**GIVEN DATA**

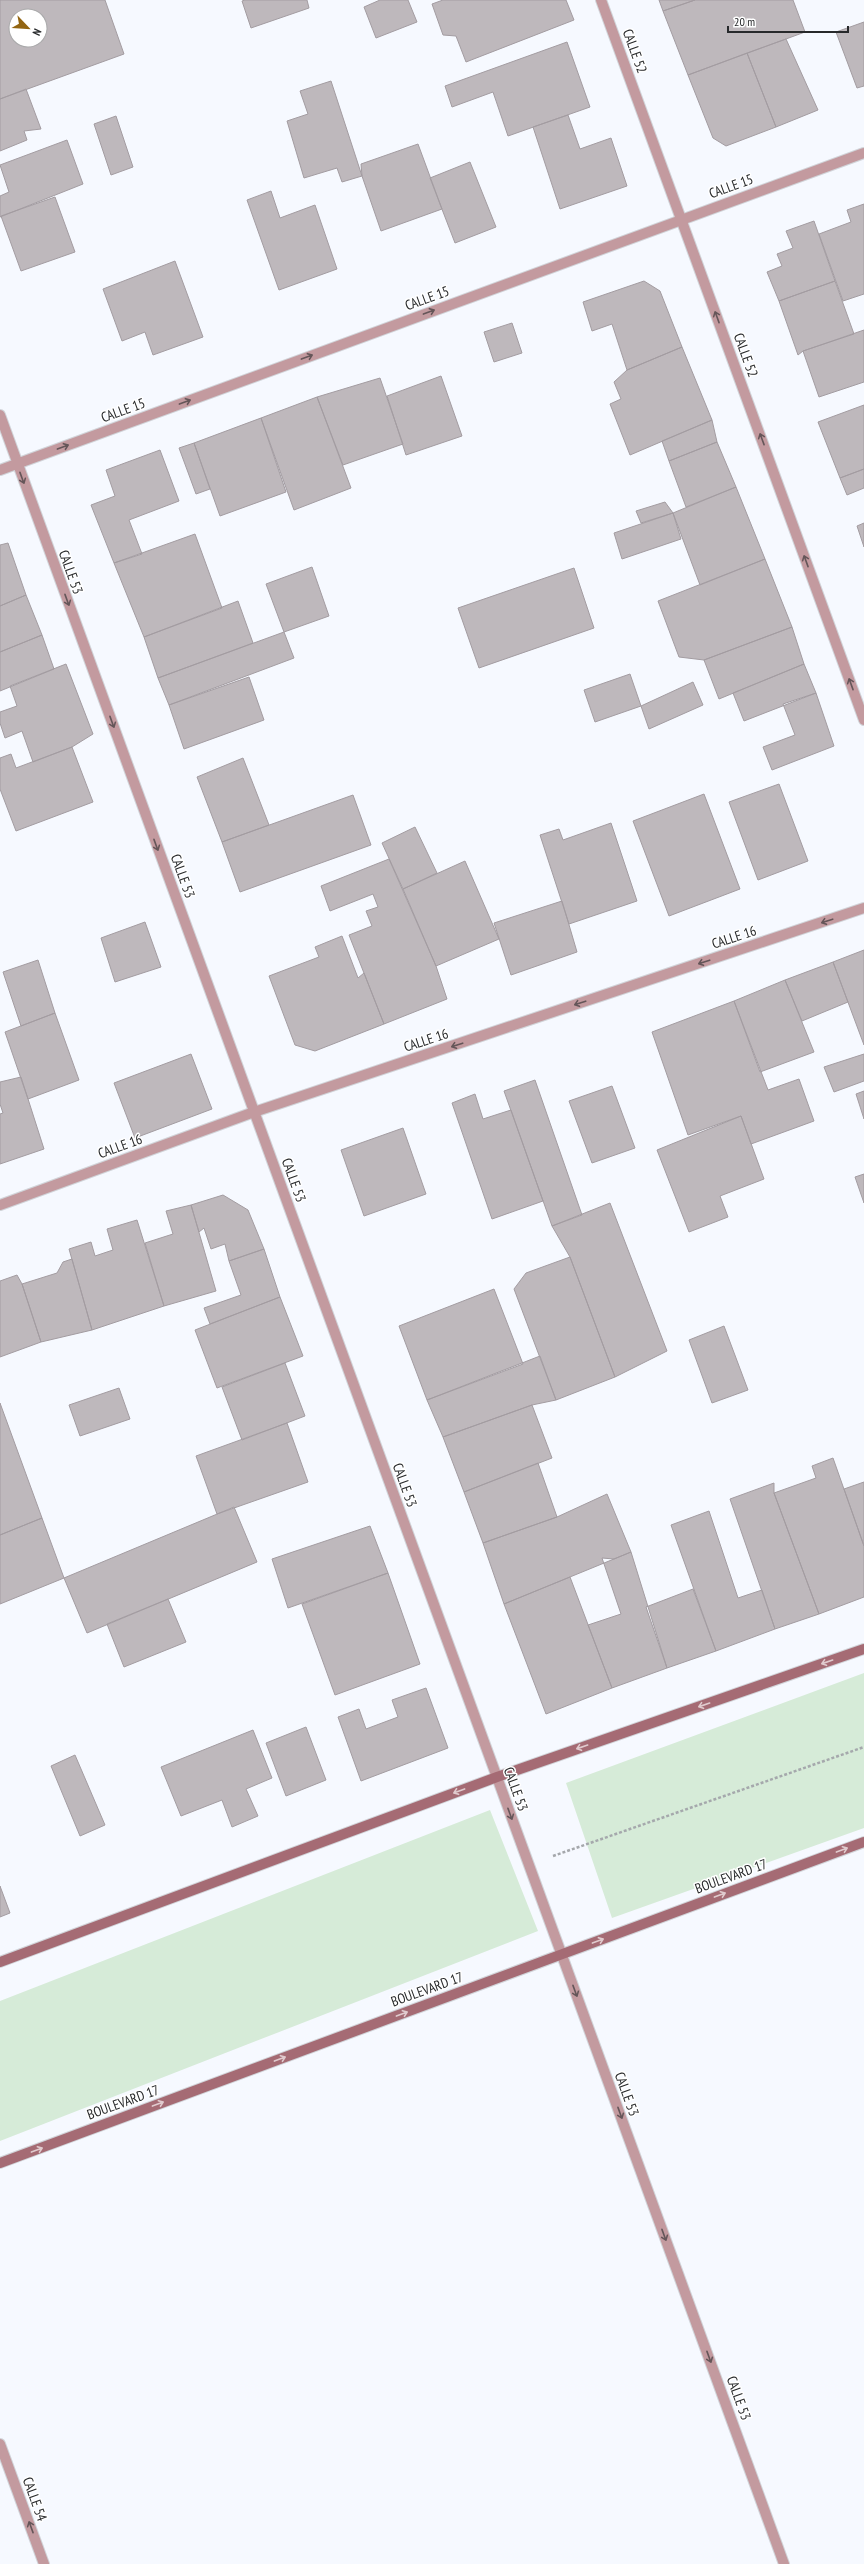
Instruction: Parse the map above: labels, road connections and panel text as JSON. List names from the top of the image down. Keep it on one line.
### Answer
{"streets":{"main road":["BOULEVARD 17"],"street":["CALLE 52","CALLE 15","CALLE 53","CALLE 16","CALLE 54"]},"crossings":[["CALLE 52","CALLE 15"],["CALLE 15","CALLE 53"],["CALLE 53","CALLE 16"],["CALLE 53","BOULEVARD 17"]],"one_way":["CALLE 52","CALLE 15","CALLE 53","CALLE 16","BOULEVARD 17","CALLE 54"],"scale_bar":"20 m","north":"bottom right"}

**PROMPT**
Quote the listing above in full, except for the pictures.

**RESPONSE AREA**
Instruction: Parse the map above: labels, road connections and panel text as JSON. List names from the top of the image down. Keep it on one line.
### Answer
{"streets":{"main road":["BOULEVARD 17"],"street":["CALLE 52","CALLE 15","CALLE 53","CALLE 16","CALLE 54"]},"crossings":[["CALLE 52","CALLE 15"],["CALLE 15","CALLE 53"],["CALLE 53","CALLE 16"],["CALLE 53","BOULEVARD 17"]],"one_way":["CALLE 52","CALLE 15","CALLE 53","CALLE 16","BOULEVARD 17","CALLE 54"],"scale_bar":"20 m","north":"bottom right"}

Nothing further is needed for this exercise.